Does that mean he should be put away for more time to protect society from his increased danger?

"Agression Genes": Because more dangerous genes means you need to be able to get to commit crimes you can't stop yourself from doing sooner!

Vi! (1)

niko9 (315647) | more than 4 years ago | (#29979924)

So remember emacs users, it's really not your fault!

Ducks...

Not surprising... (2, Insightful)

HockeyPuck (141947) | more than 4 years ago | (#29979986)

Society has been on a tear lately always looking to avoid personal responsibility and blame someone (or in this case, something else). For example,

--Kids aren't hyperactive or have too much energy. They have ADD and require Ritalin.
--Why isn't my kid cut out to do Algebra in 2nd grade? It's not that he/she might have a disposition for the arts, but that I need to blame the school and the teachers.
--"The Man" is holding me down. I find it odd that at my Fortune 500 company the "White male" is not the majority of VPs.
--I'm not fat, it's just that I have a genetic disposition to eat tons of crappy food and avoid exercise. My genes make me buy ice cream and not even take a 10minute walk around the neighborhood every day.
--I can't get a date b/c I have a genetic disposition to be single, and not because I want to date Hawaiian Tropic models and I look like Bill Gates and dress like a slob.

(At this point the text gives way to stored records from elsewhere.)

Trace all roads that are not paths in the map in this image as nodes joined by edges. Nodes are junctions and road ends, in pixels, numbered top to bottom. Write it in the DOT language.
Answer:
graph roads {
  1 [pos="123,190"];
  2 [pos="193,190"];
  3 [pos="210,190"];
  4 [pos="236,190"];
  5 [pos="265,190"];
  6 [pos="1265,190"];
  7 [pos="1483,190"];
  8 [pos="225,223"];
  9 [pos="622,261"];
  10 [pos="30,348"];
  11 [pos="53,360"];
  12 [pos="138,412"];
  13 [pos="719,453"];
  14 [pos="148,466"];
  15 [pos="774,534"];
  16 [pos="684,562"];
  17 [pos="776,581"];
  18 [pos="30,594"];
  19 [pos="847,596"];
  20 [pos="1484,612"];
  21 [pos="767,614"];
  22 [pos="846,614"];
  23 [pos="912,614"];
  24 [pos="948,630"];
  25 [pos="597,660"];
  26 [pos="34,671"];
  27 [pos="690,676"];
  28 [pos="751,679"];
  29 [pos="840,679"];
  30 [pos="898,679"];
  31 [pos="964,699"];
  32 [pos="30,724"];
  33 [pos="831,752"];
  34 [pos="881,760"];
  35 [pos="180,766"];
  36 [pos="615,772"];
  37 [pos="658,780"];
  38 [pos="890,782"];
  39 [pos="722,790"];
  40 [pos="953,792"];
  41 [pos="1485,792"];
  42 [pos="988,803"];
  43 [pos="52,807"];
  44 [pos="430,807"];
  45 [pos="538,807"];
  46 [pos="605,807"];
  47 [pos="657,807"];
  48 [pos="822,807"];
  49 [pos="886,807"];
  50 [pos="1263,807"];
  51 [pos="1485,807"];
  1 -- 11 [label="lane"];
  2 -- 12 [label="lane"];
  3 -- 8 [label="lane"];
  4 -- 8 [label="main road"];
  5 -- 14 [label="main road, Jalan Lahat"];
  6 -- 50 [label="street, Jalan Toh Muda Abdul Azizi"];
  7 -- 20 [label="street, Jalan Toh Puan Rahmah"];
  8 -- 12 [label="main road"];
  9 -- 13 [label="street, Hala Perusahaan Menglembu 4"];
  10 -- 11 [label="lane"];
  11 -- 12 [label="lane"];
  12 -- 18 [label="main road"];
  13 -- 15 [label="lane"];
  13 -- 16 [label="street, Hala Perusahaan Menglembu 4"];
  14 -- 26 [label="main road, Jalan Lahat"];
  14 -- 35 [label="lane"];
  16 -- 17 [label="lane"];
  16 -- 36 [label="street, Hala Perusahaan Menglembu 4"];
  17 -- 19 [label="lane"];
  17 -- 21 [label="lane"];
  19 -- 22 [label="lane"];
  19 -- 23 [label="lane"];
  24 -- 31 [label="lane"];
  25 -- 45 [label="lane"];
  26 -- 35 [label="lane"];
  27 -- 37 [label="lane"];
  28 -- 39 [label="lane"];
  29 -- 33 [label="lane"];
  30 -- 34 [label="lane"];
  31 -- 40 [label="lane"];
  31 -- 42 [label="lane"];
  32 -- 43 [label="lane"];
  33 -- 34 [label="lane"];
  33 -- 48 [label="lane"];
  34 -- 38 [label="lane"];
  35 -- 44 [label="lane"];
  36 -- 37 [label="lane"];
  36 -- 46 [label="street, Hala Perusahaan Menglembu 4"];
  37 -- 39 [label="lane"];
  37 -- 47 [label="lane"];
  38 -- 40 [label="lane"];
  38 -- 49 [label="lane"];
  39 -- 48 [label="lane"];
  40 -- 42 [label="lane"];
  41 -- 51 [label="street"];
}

Damnit people, take a bit of responsibility, there's millions of cases out there of people finding their niche and succeeding or overcoming their obstacles to obtain greatness. I don't recall all the immigrants that came through Ellis Island in the early 1900s saying, "I can't be anything" and blamed everyone else.

There used to be an expression, "When the going gets tough, the tough get going." I think to many people this now has become, "When the going gets tough, blame someone else."

But... (3, Insightful)

Chris Mattern (191822) | more than 4 years ago | (#29980000)

...don't we need to keep him locked up *longer*, since he's more likely to do it again?

Following that line of reasoning... (3, Insightful)

Zebra_X (13249) | more than 4 years ago | (#29980020)

The alcholic who was drunk driving and killed someone should get a reduced sentence?

gene's or family history (0)

Anonymous Coward | more than 4 years ago | (#29980028)

I'm just posing the question - does having the gene predispose you to violence or does the gene mean your from a family where violence is the norm and the behavior is learned from generation to generation?

Imagine two families one with the "violent gene" and one with out. Studying them you find one family is normally not violent and very lawfull(except, of course, for the few exceptions), while the other family is violent and ruthless(once again except for the few exceptions). Isn't it a case that perhaps it is not the gene but the learned behaviour that causes the trend, and that it is the family that ties it together not the gene.

Do studies take this into consideration when finding this "violent gene"?

Wrong way? (1)

dissy (172727) | more than 4 years ago | (#29980070)

An appeal court judge in Trieste, Italy, cut Bayout's sentence by a year after finding out he has gene variants linked to aggression.'"

So the fact it has been proven he has gene expressions linked to aggression, shouldn't that mean his sentence should be RAISED?

This is a man who proved to others his genes make him dangerous to everyone around him.
That is exactly what prisons are for. To keep such animals away from human beings.

Does this mean if he runs at someone, and gets shot for doing so, it is not murder or manslaughter but just 'putting down a rabid dog' which also can't help itself?